Ovarian cancer is the most lethal gynecologic cancer mainly because of widespread peritoneal dissemination and malignant ascites. Key to this is the capacity of tumor cells to escape suspension-induced apoptosis (anoikis), which also underlies their resistance to chemotherapy. Here, we used a nonadherent cell culture model to investigate the molecular mechanisms of apoptotic resistance of ovarian cancer cells that may mimic the chemoresistance found in solid tumors. We found that ovarian cancer cells acquired a remarkable resistance to anoikis and apoptosis induced by exposure to clinically relevant doses of two front-line chemotherapeutic drugs cisplatin and paclitaxel when grown in three-dimensional than monolayer cultures.

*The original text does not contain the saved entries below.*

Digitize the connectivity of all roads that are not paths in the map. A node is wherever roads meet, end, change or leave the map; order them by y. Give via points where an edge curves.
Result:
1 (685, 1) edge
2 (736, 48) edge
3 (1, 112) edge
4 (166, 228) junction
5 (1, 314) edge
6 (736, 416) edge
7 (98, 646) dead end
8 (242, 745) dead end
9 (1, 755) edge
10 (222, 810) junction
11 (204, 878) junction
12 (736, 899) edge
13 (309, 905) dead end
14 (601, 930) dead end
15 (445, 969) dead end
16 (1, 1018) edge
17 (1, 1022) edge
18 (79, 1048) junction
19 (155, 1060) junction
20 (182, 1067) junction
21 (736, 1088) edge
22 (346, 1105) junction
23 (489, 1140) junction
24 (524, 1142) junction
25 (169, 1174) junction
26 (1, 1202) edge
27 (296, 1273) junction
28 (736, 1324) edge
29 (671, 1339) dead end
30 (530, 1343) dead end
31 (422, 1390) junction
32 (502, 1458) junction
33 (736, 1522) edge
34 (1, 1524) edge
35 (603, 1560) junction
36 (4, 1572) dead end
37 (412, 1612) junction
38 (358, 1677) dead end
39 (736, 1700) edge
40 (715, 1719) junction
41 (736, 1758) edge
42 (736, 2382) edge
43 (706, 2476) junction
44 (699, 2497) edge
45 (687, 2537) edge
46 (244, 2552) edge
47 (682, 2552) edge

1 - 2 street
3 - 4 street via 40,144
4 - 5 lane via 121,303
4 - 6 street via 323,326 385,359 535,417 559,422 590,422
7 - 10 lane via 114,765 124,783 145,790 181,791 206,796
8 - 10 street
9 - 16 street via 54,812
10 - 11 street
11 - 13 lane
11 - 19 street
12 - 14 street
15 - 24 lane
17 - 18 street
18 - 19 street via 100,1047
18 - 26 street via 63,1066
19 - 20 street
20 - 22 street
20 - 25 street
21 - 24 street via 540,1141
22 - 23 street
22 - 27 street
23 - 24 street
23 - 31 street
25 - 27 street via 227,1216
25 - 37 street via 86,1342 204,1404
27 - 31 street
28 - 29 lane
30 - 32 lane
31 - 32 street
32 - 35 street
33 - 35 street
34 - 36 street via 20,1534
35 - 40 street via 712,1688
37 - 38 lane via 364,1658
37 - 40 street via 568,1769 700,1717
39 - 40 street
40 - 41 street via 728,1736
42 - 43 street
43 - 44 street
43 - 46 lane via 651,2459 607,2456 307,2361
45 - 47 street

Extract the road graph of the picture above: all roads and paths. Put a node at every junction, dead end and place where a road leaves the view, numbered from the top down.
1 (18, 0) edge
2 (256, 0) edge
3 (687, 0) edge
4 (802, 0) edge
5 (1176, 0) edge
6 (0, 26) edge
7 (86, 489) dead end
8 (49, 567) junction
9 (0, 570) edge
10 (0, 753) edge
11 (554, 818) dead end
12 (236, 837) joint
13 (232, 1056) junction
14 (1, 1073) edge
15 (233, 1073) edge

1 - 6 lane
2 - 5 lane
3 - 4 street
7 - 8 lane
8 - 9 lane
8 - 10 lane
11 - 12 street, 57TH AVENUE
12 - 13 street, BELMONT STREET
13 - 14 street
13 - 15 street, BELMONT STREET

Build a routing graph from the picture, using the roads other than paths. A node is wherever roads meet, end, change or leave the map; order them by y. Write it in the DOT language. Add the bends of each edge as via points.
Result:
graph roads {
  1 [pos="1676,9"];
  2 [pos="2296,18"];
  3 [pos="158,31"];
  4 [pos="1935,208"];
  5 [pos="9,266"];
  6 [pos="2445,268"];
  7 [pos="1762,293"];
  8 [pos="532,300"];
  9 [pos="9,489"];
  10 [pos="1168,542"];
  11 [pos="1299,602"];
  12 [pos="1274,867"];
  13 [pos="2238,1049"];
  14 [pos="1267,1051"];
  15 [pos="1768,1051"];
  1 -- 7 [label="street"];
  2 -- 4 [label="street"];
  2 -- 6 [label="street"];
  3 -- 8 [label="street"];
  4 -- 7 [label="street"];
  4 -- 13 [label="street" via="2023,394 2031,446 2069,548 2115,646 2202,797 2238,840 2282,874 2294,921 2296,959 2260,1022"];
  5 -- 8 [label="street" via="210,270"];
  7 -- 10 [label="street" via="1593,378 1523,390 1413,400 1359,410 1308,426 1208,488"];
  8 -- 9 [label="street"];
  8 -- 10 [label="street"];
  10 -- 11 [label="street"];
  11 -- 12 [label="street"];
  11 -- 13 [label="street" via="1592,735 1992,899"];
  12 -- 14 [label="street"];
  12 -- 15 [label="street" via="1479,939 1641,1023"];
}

Inhibition of the hepatocyte growth factor (HGF) receptor c-Met, which is frequently overexpressed in ovarian cancer, by a specific inhibitor or small interfering RNA blocked the acquired anoikis resistance and restored chemosensitivity in three-dimensional not in two-dimensional cultures. These effects were found to be dependent on both phosphatidylinositol 3-kinase (PI3K)/Akt and extracellular signal-regulated kinase (ERK) 1/2 signaling pathways. Inhibitors of PI3K/Akt abrogated ERK1/2 activation and its associated anoikis resistance in response to HGF, suggesting a signaling relay between these two pathways. Furthermore, we identified a central role of Ras as a mechanism of this cross talk. Interestingly, Ras did not lie upstream of PI3K/Akt, whereas PI3K/Akt signaling to ERK1/2 involved Ras. These findings shed new light on the apoptotic resistance mechanism of nonadherent ovarian cancer ascites cells and may have important clinical implications.